The doors opened. We stepped into the hall of the fourteenth floor. Boston’s entourage had taken over the entire floor. Men in fatigues and sunglasses guarded the hallway; one of them had a trained dog.
“Your paper is big, is it?” the woman said.
“Biggest in Cair
o, millions of readers,” I said. “We still read, in the Caliphate.”
“State-controlled television,” she muttered.
“Worse than corporations?” I asked. “I saw what CBS said about Tom Boston.” She hesitated, and I continued to prod. “A ‘Luddite fanatic’, am I right? A ‘rock demagogue’.”
“Give me your room number.” I did this. “I’ll call,” she said, striding away down the corridor. I almost expected the guards to salute her as she passed so regally, but they made no move, their eyes invisible behind the glasses. They looked old and rather tired, but with the alert relaxation of professionals. They had the look of former Secret Service bodyguards. The city-colored fatigues were baggy enough to hide almost any amount of weaponry.
I returned to my room. I ordered Japanese food from room service, and ate it. Wine had been used in its cooking, but I am not a prude in these matters. It was now time for the day’s last prayer, though my body, still attuned to Cairo, did not believe it.

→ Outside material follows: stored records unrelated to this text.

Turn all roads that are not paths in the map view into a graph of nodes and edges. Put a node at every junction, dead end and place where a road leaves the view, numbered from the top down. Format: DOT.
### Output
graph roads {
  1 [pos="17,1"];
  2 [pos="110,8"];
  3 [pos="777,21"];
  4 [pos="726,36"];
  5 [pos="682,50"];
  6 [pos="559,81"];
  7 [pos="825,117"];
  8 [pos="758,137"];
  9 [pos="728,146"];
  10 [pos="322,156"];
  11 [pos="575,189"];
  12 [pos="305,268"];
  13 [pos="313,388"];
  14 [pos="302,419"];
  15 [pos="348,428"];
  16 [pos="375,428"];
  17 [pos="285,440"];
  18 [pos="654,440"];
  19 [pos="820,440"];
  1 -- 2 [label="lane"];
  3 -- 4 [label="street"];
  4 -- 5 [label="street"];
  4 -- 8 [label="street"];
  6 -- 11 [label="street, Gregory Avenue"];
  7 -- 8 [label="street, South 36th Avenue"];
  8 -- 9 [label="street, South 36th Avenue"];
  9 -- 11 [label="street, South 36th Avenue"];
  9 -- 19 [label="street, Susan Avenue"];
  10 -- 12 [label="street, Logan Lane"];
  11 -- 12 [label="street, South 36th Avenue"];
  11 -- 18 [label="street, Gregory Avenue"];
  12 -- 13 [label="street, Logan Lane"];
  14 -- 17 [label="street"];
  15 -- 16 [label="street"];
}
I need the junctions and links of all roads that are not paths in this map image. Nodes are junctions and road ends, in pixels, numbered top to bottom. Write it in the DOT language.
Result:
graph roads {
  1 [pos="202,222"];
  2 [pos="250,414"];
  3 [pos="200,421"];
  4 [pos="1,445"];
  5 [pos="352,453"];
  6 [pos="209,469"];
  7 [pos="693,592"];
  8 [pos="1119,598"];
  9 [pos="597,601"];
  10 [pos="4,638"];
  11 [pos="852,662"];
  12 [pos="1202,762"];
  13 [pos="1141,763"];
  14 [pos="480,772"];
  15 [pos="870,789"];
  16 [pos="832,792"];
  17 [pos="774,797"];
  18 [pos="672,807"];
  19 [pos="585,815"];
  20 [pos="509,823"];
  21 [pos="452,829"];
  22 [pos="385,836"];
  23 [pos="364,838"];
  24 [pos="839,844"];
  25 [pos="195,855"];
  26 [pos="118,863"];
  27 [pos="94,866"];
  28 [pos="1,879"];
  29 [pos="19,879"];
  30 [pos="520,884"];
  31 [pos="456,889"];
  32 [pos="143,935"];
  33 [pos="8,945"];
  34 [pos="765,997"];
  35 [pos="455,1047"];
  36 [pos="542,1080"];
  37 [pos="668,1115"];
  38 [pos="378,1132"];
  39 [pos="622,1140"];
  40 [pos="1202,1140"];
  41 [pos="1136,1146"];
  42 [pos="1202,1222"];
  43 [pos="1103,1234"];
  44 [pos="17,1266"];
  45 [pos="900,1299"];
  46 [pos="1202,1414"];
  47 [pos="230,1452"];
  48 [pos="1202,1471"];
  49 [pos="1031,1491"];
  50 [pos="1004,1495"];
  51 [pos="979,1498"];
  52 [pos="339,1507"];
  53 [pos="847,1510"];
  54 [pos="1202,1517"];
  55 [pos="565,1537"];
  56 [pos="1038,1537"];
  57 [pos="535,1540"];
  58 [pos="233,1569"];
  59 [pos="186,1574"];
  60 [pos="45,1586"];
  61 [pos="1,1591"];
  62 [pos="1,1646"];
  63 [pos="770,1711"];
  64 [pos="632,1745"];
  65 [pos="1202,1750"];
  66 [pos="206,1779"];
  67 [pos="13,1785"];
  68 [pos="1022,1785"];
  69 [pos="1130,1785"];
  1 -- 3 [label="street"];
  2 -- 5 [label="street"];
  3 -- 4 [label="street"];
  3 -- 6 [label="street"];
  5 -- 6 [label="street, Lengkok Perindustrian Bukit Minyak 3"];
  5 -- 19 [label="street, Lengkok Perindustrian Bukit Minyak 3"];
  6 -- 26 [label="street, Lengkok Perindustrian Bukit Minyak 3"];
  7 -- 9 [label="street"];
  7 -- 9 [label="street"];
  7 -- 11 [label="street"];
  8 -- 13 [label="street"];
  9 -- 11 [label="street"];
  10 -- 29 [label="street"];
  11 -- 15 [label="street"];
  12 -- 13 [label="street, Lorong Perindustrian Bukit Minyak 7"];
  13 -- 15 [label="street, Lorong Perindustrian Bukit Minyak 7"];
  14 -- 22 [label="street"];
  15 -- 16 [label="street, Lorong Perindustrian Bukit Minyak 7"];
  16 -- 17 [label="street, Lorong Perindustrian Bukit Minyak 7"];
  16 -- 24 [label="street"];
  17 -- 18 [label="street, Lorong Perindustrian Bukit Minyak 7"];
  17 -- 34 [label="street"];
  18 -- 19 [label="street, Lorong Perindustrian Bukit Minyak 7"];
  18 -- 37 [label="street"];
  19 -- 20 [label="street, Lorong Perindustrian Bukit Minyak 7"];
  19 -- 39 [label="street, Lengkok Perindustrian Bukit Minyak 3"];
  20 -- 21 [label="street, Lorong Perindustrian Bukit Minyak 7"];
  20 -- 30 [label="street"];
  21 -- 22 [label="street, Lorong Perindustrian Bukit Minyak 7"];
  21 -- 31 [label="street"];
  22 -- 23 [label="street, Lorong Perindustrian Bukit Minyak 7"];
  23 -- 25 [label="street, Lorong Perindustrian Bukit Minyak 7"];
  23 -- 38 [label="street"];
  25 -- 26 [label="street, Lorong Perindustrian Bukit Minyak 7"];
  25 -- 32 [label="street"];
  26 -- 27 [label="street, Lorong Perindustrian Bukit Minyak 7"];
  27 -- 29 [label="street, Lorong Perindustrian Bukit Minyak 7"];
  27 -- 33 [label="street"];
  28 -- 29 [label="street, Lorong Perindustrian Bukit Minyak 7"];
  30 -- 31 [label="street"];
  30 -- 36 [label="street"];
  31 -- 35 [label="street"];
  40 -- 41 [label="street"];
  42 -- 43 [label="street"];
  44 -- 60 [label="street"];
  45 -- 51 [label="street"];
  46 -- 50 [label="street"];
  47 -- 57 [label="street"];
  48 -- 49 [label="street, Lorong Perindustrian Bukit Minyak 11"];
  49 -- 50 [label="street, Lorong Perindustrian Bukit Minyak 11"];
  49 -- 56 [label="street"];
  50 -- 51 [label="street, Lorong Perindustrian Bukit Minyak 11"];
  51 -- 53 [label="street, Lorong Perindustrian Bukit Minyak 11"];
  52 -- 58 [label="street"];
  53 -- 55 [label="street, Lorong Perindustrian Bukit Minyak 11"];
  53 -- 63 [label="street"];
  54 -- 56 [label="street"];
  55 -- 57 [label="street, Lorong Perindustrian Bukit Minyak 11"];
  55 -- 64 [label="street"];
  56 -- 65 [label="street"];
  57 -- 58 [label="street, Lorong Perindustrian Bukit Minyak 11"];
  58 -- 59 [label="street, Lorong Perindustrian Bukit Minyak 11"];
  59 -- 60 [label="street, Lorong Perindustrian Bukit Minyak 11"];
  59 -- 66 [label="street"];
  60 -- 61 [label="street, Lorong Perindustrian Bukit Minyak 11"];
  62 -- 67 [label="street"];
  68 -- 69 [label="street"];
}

My devotions were broken by a knocking at the door. I opened it. It was another of Boston’s staff, a small black woman whose hair had been treated. It had a nylon sheen. It looked like the plastic hair on a child’s doll. “You Charlie?”
“Yes.”
“Valya says, you want to see the gig. See us set up. Got you a backstage pass.”
“Thank you very much.” I let her clip the plastic-coated pass to my vest. She looked past me into the room, and saw my prayer rug at the window. “What you doin’ in there? Prayin’?”
“Yes.”
“Weird,” she said. “You coming or what?”
I followed my nameless benefactor to the elevator.
Down at ground level, the crowd had swollen. Two hired security guards stood outside the glass doors, refusing admittance to anyone without a room key. The girl ducked, and plowed through the crowd with sudden headlong force, like an American football player. I struggled in her wake, the gawkers, pickpockets, and autograph hounds closing at my heels. The crowd was liberally sprinkled with the repulsive derelicts one sees so often in America: those without homes, without family, without charity.